Astrid se dépêtra en grimaçant de la masse brune, et secoua énergiquement ses pieds contaminés.

« J'ai une vision, expliqua-t-elle, tout en regardant la chose glisser le long de ses chaussures. Mais je pense que c'est une vision importante, car sinon, le destin n'aurait pas placé ce tas de crottin sur mon chemin ! »

Link essaya de ravaler son rire tout en se détournant.

Zelda lui adressa un regard mi-sérieux, mi-goguenard, avant de se retourner vers Astrid.

Visiblement, elle aussi était sensible au comique de la situation.

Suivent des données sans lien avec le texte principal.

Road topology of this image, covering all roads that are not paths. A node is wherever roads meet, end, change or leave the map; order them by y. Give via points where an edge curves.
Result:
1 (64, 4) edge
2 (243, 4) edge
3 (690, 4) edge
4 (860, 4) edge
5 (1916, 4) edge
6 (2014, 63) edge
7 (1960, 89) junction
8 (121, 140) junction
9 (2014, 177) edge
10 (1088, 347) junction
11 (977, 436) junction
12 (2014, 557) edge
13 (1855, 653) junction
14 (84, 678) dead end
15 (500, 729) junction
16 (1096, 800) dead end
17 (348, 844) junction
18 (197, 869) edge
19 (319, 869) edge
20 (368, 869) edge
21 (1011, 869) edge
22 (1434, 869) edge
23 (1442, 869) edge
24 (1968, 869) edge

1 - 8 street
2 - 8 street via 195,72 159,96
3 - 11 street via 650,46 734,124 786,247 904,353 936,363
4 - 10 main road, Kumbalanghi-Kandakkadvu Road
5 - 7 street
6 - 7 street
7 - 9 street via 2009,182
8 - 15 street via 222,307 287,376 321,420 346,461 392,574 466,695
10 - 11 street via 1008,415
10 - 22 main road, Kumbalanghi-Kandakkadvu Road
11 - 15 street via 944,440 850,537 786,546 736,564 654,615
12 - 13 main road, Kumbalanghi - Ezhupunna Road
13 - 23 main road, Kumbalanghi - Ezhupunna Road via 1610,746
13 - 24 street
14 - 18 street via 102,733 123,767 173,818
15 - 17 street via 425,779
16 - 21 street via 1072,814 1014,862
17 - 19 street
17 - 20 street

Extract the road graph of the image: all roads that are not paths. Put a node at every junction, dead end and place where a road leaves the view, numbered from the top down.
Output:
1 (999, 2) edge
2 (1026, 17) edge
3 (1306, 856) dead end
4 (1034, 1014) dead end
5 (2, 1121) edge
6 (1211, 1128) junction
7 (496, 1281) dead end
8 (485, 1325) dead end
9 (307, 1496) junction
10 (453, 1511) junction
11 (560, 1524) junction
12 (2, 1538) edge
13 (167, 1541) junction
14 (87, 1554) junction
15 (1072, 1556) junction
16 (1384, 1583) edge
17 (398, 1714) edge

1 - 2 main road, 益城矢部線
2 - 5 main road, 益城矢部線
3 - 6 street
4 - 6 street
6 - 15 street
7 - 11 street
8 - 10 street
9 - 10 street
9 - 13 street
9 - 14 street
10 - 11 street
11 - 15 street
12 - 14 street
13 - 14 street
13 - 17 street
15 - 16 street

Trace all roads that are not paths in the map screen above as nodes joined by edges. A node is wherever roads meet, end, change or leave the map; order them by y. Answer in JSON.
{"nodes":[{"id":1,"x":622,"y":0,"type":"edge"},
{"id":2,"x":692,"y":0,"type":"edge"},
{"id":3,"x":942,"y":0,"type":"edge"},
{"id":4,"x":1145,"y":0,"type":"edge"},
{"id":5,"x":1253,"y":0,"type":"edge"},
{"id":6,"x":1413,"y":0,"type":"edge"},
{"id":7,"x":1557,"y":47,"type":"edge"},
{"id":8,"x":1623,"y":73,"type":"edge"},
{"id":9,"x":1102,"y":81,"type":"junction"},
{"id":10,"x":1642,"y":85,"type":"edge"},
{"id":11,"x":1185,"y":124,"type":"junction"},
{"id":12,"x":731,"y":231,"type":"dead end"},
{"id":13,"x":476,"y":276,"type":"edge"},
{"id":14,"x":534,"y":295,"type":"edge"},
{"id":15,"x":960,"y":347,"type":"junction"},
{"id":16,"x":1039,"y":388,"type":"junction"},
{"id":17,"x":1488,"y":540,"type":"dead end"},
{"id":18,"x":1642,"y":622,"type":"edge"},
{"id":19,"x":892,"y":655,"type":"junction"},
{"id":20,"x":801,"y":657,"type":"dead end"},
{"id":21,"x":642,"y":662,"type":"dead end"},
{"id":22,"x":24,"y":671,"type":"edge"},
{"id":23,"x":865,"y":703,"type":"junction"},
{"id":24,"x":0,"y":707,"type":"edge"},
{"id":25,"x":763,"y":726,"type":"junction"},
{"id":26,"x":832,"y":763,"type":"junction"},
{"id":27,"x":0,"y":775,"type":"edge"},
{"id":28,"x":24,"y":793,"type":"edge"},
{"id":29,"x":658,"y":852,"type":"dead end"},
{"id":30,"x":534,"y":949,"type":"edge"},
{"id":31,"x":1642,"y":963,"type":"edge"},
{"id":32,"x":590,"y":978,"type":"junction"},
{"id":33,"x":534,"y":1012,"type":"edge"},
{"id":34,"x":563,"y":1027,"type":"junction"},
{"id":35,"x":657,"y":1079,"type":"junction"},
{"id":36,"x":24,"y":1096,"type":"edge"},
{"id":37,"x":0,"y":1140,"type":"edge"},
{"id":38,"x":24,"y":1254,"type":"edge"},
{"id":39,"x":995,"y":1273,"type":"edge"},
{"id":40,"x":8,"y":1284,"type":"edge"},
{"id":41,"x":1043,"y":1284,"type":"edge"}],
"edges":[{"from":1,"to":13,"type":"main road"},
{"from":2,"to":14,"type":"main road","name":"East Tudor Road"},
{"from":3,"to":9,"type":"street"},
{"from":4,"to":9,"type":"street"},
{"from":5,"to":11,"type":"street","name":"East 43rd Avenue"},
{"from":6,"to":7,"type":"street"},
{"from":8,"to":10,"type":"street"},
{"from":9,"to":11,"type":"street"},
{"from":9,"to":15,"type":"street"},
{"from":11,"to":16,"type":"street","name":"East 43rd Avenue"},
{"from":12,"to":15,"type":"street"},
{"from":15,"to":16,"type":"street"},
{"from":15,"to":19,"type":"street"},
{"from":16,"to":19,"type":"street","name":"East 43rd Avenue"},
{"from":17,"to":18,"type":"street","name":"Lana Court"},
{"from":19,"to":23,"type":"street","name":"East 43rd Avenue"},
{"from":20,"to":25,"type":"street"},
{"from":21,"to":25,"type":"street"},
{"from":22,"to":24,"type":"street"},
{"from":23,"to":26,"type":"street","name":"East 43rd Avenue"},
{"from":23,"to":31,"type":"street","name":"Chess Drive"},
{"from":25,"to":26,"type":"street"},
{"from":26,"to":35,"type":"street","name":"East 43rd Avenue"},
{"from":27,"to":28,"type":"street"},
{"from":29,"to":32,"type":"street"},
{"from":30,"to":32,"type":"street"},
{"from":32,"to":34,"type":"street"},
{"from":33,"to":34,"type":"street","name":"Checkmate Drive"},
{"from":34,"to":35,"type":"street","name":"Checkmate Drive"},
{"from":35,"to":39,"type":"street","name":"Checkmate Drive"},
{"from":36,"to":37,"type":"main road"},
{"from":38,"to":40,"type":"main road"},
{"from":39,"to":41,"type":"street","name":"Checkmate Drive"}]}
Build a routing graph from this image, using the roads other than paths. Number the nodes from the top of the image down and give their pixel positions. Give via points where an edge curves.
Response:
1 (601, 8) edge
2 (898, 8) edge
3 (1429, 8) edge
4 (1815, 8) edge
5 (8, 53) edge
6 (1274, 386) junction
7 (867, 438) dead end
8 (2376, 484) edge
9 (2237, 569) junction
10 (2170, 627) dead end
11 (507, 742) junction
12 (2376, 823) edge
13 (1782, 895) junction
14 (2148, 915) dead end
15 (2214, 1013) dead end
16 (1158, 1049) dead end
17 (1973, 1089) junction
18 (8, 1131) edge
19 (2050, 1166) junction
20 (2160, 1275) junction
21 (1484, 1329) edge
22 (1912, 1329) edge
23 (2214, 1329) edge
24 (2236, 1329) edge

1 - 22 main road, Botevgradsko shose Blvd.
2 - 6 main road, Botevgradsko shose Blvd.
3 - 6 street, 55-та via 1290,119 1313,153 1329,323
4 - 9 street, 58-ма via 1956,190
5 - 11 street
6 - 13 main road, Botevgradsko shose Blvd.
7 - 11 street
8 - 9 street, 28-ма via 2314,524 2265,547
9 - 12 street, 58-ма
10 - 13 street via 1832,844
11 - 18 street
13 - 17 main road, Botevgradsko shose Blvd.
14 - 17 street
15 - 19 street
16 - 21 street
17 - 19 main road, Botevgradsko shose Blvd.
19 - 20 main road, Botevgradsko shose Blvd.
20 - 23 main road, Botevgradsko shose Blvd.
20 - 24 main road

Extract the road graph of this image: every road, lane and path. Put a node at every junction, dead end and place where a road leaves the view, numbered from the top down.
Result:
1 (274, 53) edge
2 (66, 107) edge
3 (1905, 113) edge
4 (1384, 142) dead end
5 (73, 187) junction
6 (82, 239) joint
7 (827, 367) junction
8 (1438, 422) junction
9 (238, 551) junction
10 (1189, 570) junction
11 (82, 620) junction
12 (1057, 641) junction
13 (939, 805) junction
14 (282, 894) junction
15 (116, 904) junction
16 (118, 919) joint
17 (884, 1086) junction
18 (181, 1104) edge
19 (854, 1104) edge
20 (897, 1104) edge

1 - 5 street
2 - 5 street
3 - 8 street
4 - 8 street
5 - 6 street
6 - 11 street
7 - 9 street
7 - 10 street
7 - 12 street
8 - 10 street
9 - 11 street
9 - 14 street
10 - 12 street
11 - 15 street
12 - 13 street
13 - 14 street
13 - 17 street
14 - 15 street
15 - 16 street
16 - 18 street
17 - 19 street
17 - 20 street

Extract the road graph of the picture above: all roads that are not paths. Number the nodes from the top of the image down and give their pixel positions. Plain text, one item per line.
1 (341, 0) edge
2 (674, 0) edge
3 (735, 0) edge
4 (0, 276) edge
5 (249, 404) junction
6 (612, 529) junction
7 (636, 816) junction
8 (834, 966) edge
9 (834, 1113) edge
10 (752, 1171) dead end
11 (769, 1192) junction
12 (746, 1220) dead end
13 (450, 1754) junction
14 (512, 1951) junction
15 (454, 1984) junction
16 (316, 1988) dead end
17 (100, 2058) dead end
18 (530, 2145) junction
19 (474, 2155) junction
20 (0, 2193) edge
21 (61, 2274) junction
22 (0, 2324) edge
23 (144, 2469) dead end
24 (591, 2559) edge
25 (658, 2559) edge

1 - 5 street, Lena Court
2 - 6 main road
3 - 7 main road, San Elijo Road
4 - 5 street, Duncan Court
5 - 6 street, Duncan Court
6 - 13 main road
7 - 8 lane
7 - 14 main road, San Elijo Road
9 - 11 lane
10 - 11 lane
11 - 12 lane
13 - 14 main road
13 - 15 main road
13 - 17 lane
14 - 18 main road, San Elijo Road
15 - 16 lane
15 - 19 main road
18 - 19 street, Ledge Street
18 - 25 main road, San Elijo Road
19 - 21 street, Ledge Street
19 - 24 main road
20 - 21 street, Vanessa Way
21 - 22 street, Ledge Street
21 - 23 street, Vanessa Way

« Quelle vision ? interrogea-t-elle.

— Des renards ! exulta la voyante. Des renards, qui couraient dans la forêt !

— Des renards qui quoi ?

— Ils courent !

— Où ça ?

— Dans la forêt !

— Mais... pourquoi ?

— Vous seuls le saviez, Votre Majesté, messire Link, déclara Astrid d'un air grave. Mais des renards qui courent, dans la forêt en plus, ne sont jamais bon présage. »

Link contracta le ventre, réprimant le fou rire qui lui montait à la gorge.

Au grand contraire de Zelda, dont le visage commençait peu à peu à se peindre d'incertitude.

« Mais qu'est-ce que cela représente exactement ? fit-elle d'un ton soucieux.

— Les renards ne couraient pas ensemble, dans la même direction, dit Astrid. L'un poursuivait l'autre.

— Et en quoi ces renards nous concerneraient-ils ? »

Astrid sembla tout à coup  toute dépourvue.

Elle reposa ses pieds au sol, à présent décrottés.

Puis soudain, porta deux doigts à ses tempes.

« Ooooh, je vois... le cuisinier ! Il faut que j'aille retrouver le cuisinier ! Le cuisinier, où est-il, le cuisinier... »

Et elle s'en fût.

△▲△

« Regarde ces renards, ils sont le symbole d'une malédiction meurtrière et dévastatrice ! »

Cela faisait bien dix minutes que Link laissait courir son rire, qu'il avait eu tant de mal à contenir.

Lui et Zelda traversaient une petite forêt, et en effet, deux petits canidés s'enfuyaient à leur passage, dans un soyeux éclair orangé.

Zelda leva les yeux au ciel.

« Link, elle semblait vraiment sérieuse.

— Étrange, tout de même, qu'elle nous ait associée à des renards.

— L'un poursuivait l'autre, murmura-t-elle, pensive.

— Ils jouaient peut-être à chat.

— Link, tu me fatigues. Si tu pouvais te taire, ça m'arrangerait.

— Oh, un autre renard !! »

Au son de la voix de Link, le petit animal roux détala à tout allure dans la végétation forestière.

« Arrête, tu vas finir par dépeupler toute la forêt, déclara Zelda. Au fait, tout à l'heure, en rentrant, je passerai chercher du courrier qui m'est destiné au relai. »

Ils arrivèrent bien vite à la Cathédrale du Temps.

Elle avait meilleure mine, trouva Link. Peut-être eut-ce été la pluie qui eut dégradé son ampleur, l'autre fois.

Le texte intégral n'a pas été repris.